El domingo de Ramos es el preludio de lo que va a acontecer en el Triduo Pascual. Tenemos la tendencia a celebrar la entrada triunfal de Jesús en Jerusalén como si no tuviera demasiado que ver con la Pasión y Resurrección. Probablemente la descripción del evangelista está magnificada para destacar el mesianismo de Jesús. Seguramente la entrada real fue menos espectacular, mucho más modesta y más próxima al siervo doliente que no viene con poder sino precisamente a padecer sus consecuencias.

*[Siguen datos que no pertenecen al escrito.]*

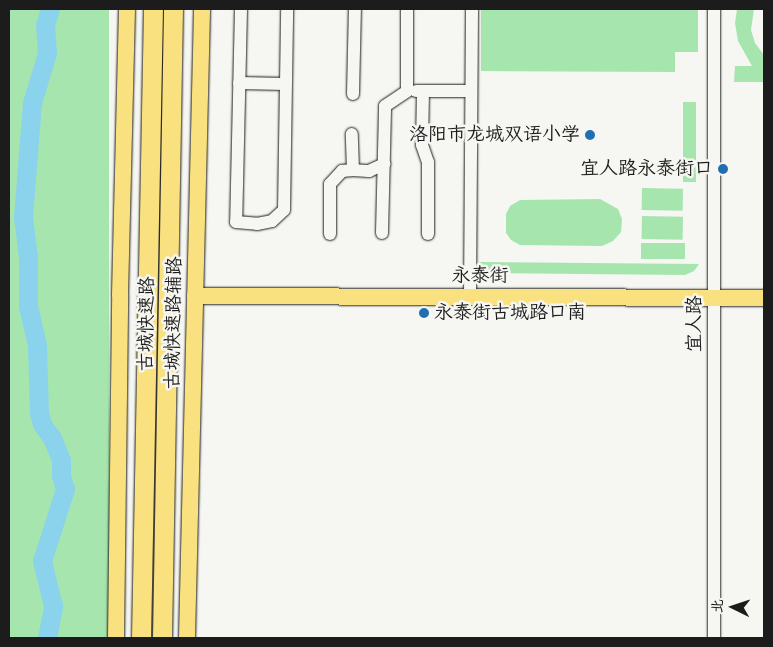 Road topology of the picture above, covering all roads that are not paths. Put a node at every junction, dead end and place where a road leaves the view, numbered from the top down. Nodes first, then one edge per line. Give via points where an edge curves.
1 (127, 9) edge
2 (154, 9) edge
3 (173, 9) edge
4 (202, 9) edge
5 (241, 9) edge
6 (287, 9) edge
7 (355, 9) edge
8 (407, 9) edge
9 (472, 9) edge
10 (706, 9) edge
11 (714, 9) edge
12 (239, 82) junction
13 (286, 84) junction
14 (406, 91) junction
15 (471, 91) junction
16 (423, 92) junction
17 (353, 94) dead end
18 (352, 134) dead end
19 (384, 164) junction
20 (353, 170) junction
21 (382, 233) dead end
22 (330, 234) dead end
23 (428, 234) dead end
24 (764, 292) edge
25 (195, 294) junction
26 (470, 294) junction
27 (710, 295) junction
28 (764, 298) edge
29 (116, 638) edge
30 (140, 638) edge
31 (162, 638) edge
32 (187, 638) edge
33 (708, 638) edge
34 (714, 638) edge

1 - 29 main road
2 - 30 highway, 古城快速路
3 - 31 highway, 古城快速路
4 - 25 main road, 古城快速路辅路
5 - 12 street
6 - 13 street
7 - 17 street
8 - 14 street
9 - 15 street
10 - 27 street, 宜人路
11 - 27 street, 宜人路
12 - 13 street
12 - 13 street via 236,222 257,224 272,221 284,210
14 - 16 street
14 - 19 street via 385,106
15 - 16 street
15 - 26 street
16 - 23 street via 422,146 428,162
18 - 20 street
19 - 20 street via 369,171
19 - 21 street
20 - 22 street via 342,171 330,184
24 - 27 main road, 永泰街
25 - 26 main road, 永泰街
25 - 32 main road, 古城快速路辅路
26 - 27 main road, 永泰街
27 - 28 main road, 永泰街
27 - 33 street, 宜人路
27 - 34 street, 宜人路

En la liturgia del Jueves Santo el amor surge espontáneo a borbotones. Por eso, celebramos también el Día del Amor Fraterno. Hemos de despertar la conciencia en tiempos de dualización social y de pobreza intensa y cronificada. El amor de Jesucristo nos sobrevuela a tal altura y rebosa de tantísima sublime dignidad que nuestros gestos más generosos parecen una nadería.
Se condensa en el banquete de la Eucaristía, grandiosa novedad y memorial de su infinito Amor. Es la rotunda respuesta del Dios Amor a esa necesidad de sentido que experimentamos los humanos. Solo un Amor que nos sobrepase nos puede devolver el sosiego. Esta vez sin parábolas, casi sin palabras, sin signos prodigiosos que causen admiración. Un mandil a la cintura, de rodillas a los pies de los apóstoles, lavándoselos a todos, sin saltarse a Judas invitado también a la comunión. El Señor, se hace servidor de traidores, renegados, cobardes y pusilánimes. Ninguno es descartado de su Mesa Santa.
Pero todo el que ama de veras sabe que junto al gozo del amor está la Cruz del Viernes Santo. Nuestro mundo está plagado de millones de cruces, de multitud de víctimas de la injusticia, de la violencia, de las fronteras físicas y mentales, de la falta de amor… El que ama, sufre, y el que no ama, hace sufrir y maquina calvarios e infiernos. Pero en la Cruz de Jesús hay una fuerza salvadora más poderosa que el mal y la muerte. Desde esa bendita Cruz, ninguna esquina del alma humana, ningún recoveco de las estructuras sociales queda sin visitar y redimir. Los dos maderos cruzados expresan la más inseparable solidaridad entre el cielo y la tierra, el abrazo con toda la humanidad sin exclusiones.
Tras el silencio espeso del sábado, mezcla de nostalgia y pálpito de esperanza, llega por fin la Pascua. La Noche Santa en que todos los hombres y mujeres podemos levantar la cabeza y dejar la vergüenza y el miedo. Todo es gracia, todo es explosión de vida y desmesura. Esta es la esta más importante e imponente del calendario. La noche de las noches. Celebramos que, a pesar de todo, los seres humanos sin excepción le merecemos la pena a Dios. Algo ha visto en nuestra condición como para dar la vida y llamarnos amigos. A la cruz se pegaron nuestros pecados y al resucitado se abraza ahora lo mejor de cada cual. Las causas perdidas empiezan a estarlo menos. Es el rescate de los perdedores, la rehistoria de los vencidos, la memoria perpetua de los humillados y las víctimas. El amor del Dios resucitador de muertos que rompe el tiempo cruel de la intrahistoria y nos introduce en el tiempo infinito y amable del buen Dios.